Publication number: CN112783803B
Application number: CN202110111509.3A
Authority: CN
Inventors: 于慧
Original assignee: Hunan Zhongke Changxing Technology Co ltd
Current assignee: Hunan Zhongke Changxing Technology Co ltd
Priority date: 2021-01-27
Filing date: 2021-01-27
Publication date: 2022-11-18
Anticipated expiration: 2041-01-27
Also published as: CN112783803A

Abstract

The invention provides a method and a system for controlling a shared cache of a CPU-GPU (central processing unit-graphics processing unit) of a computer, which comprises the following steps of firstly, obtaining the utilization rate of each core of the CPU and the GPU and the first-level cache miss rate; calculating the product of the utilization rate of each core of the CPU and the GPU and the first-level cache miss rate; acquiring a CPU and GPU memory allocation proportion set by a user; and adjusting the last level cache shared by the CPU and the GPU according to the sequencing result. The method provided by the invention realizes dynamic adjustment of the LLC by combining the utilization rate of each core and the first-level cache miss rate and the setting of a user, overcomes the problems of too complex adjustment of the LLC and system resource waste in the prior art, optimizes and adjusts the LLC in a computer in a targeted manner, and improves the overall performance of a CPU chip integrated with a GPU.

Description

Computer CPU-GPU shared cache control method and system

Technical Field

The application relates to the field of computer chips, in particular to a control method and a control system for sharing a last-level cache by a CPU-GPU.

Background

The cache is a high-speed memory between the CPU and the memory, when the CPU reads data, the data is firstly searched from the cache, if the data is found, the data is immediately read, otherwise, the data is read from the memory with relatively low speed, and the speed of the CPU can be increased by reasonably setting the cache. Before the GPU is used, the CPU is responsible for all transactions of the computer, and then the GPU which is specially responsible for graphic processing and floating point operation, namely a graphic processor, appears. With the development of large-scale integrated circuits, more and more electronic elements are integrated on a chip, and the integration of a CPU and a GPU on one chip brings new improvement to the performance of a computer. The chip integrating the CPU and the GPU realizes the interaction and sharing of data through a Last Level Cache (Last Level Cache LLC), but the LLC is excessively occupied due to more concurrent threads of the GPU core, and the Cache data of the CPU in the LLC can be replaced by the GPU if an LRU algorithm is adopted, so that the performance of the CPU is reduced.

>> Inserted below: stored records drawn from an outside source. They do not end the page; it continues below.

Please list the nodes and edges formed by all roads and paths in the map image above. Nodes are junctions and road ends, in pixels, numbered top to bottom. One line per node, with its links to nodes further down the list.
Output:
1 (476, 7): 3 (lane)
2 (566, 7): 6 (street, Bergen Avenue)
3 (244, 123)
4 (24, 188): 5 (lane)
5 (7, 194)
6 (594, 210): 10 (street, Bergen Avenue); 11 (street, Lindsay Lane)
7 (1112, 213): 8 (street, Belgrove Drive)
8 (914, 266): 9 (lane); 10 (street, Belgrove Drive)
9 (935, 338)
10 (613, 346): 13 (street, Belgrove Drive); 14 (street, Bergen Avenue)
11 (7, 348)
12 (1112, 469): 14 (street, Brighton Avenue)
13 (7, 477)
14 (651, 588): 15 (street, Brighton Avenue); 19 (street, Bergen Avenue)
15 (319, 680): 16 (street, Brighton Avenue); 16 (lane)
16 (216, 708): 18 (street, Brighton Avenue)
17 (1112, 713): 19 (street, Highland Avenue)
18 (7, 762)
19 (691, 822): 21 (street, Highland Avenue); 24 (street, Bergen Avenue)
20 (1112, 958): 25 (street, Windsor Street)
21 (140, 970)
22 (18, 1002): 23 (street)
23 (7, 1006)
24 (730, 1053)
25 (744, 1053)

In order to allocate LLC reasonably, many researchers and companies provide various ways to solve the above problems, such as a static allocation method that divides LLC into fixed parts, each part being assigned to a specific CPU or GPU core or thread, and a feedback type dynamic allocation method that dynamically adjusts LLC allocated to a program or core while a computer is running. However, in the static allocation method, the allocated LLC is fixed and cannot be adjusted in time, and although the dynamic allocation method implements dynamic adjustment, the existing dynamic adjustment process is complex, and the adjustment process wastes valuable system resources. How to economically and effectively adjust the LLC shared by the CPU and the GPU is an urgent problem to be solved in the field.

Disclosure of Invention

In order to solve the problems, the invention provides a method and a system for controlling a computer CPU-GPU shared cache, which consider the utilization rate and the cache miss rate of a CPU core and a GPU core, and allocate the memory of the CPU and the GPU according to the needs of a user, and experiments prove that the invention has higher pertinence compared with the existing LLC adjusting technology.

In one aspect, the present invention provides a computer CPU-GPU shared cache control method, applied in a CPU-GPU fusion architecture, the method comprising the steps of:

acquiring the utilization rate and the first-level cache miss rate of each core of a CPU (Central processing Unit), and the utilization rate and the first-level cache miss rate of each core of a GPU (graphics processing Unit);

computing CPU core utilizationThe product of the rate and the first level cache miss rate to obtain C _n N =1, …, N; calculating the product of the utilization rate of each core of the GPU and the first-level cache miss rate to obtain G _m M =1, …, M; wherein, N is the number of CPU cores, and M is the number of GPU cores;

obtaining the memory allocation proportion of the CPU and the GPU set by the user, and according to the proportion and C _n 、G _m To obtain C' _n 、G' _m And to C' _n 、G' _m Sorting is carried out;

and adjusting the last level cache shared by the CPU and the GPU according to the sequencing result.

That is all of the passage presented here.